How HBO Max's Tokyo Vice differs from Miami Vice
The latest TV series to hit HBO Max has a familiar-sounding title. So how does Tokyo Vice compare to Miami Vice? Allow us to explain — with help from show creator J.T. Rogers and producer Alan Poul.
Let's get the most obvious similarities out of the way first. Tokyo Vice and Miami Vice are both crime shows set in their respective titular locales, and both involve the creative input of famed filmmaker Michael Mann. The executive producer of the original Miami Vice TV series and the director of the 2006 film adaptation also directed the first episode of Tokyo Vice — and served as an executive producer on the new show.
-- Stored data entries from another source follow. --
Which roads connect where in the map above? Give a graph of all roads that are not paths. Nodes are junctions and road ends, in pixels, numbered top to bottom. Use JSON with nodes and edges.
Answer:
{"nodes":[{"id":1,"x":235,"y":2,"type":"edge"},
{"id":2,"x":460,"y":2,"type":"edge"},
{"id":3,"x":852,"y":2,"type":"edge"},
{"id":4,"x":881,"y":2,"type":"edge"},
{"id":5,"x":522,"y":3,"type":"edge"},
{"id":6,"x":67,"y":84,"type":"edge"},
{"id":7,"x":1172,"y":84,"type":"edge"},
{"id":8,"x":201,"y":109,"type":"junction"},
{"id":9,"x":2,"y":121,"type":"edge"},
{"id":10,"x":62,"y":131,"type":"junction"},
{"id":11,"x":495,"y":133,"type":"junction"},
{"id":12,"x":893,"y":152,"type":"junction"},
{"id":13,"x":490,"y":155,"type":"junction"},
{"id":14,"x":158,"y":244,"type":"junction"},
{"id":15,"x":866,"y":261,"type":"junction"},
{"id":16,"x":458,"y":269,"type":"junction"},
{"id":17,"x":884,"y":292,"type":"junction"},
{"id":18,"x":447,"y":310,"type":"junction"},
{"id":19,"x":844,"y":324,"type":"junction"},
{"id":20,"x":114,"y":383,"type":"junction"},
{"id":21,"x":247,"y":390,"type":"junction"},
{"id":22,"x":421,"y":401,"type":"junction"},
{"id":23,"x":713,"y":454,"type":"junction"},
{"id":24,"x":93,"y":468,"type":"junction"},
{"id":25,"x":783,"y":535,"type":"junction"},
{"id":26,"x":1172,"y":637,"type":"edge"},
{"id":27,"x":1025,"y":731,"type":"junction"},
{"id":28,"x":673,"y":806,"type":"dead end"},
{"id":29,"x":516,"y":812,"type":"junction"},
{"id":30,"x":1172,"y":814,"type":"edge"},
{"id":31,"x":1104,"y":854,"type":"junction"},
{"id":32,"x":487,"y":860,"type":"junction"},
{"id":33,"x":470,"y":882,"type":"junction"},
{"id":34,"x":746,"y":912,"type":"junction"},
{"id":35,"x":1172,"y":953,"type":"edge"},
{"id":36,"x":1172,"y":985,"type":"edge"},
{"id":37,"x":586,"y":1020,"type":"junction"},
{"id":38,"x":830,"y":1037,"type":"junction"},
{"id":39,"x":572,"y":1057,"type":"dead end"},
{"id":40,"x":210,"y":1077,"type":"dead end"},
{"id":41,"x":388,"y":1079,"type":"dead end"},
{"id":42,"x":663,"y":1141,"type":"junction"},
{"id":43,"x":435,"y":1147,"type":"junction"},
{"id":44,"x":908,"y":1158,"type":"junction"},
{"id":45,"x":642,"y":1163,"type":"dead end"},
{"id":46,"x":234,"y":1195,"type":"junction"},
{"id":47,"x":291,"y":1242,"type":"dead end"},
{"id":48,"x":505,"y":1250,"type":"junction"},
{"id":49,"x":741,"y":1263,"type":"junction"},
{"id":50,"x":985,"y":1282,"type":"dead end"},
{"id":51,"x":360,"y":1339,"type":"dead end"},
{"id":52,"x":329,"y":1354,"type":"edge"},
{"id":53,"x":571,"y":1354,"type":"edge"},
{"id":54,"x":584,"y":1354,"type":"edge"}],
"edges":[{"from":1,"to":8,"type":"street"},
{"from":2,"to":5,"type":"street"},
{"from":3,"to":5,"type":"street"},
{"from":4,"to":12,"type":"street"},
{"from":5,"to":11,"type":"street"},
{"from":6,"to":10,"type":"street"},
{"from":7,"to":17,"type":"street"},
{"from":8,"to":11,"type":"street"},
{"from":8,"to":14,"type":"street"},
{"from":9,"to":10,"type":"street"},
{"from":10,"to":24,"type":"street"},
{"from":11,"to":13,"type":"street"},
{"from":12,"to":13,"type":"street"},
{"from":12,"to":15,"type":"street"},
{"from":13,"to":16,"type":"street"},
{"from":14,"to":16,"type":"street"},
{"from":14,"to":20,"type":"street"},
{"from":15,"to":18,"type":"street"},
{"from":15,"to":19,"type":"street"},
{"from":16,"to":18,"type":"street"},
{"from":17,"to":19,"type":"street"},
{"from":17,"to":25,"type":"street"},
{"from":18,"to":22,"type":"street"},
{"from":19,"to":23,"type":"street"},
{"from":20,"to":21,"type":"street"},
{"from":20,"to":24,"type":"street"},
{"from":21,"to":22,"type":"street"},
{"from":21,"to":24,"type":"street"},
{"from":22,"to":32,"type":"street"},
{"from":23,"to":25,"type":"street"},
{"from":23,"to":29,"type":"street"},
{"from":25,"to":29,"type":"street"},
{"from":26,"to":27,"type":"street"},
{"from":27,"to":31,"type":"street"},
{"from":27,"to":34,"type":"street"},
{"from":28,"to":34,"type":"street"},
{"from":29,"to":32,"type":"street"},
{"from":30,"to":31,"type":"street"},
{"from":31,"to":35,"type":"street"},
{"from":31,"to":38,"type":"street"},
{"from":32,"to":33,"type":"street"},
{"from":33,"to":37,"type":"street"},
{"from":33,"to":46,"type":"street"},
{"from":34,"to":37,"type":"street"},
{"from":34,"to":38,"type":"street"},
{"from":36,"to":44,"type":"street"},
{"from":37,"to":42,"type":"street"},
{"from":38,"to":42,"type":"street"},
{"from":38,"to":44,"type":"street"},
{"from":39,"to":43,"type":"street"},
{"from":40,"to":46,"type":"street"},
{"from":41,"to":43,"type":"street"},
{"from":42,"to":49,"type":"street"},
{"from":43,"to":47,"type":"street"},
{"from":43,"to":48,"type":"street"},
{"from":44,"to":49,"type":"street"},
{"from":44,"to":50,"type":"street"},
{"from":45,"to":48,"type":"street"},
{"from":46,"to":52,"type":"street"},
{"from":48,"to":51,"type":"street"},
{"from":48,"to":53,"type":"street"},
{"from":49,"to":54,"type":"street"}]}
However, the title actually predates Mann's involvement. It comes from journalist Jake Adelstein's 2009 memoir Tokyo Vice: An American Reporter on the Police Beat in Japan, upon which the show is based. Ansel Elgort stars as a fictionalized version of Adelstein.
"It's an interesting genesis," Poul tells EW. "When Jake wrote his book, he was a huge fan of both the series and the Miami Vice movie, so he was making this winking reference with the title, which we didn't really need to think about until Michael came on as director of the pilot. There was this moment of collective panic where we were like, 'oh my god we have to change the name of the show! Everybody will think it's Michael now doing the Tokyo version of Miami Vice.' But in the end it's what the book is called, and the show stands on its own."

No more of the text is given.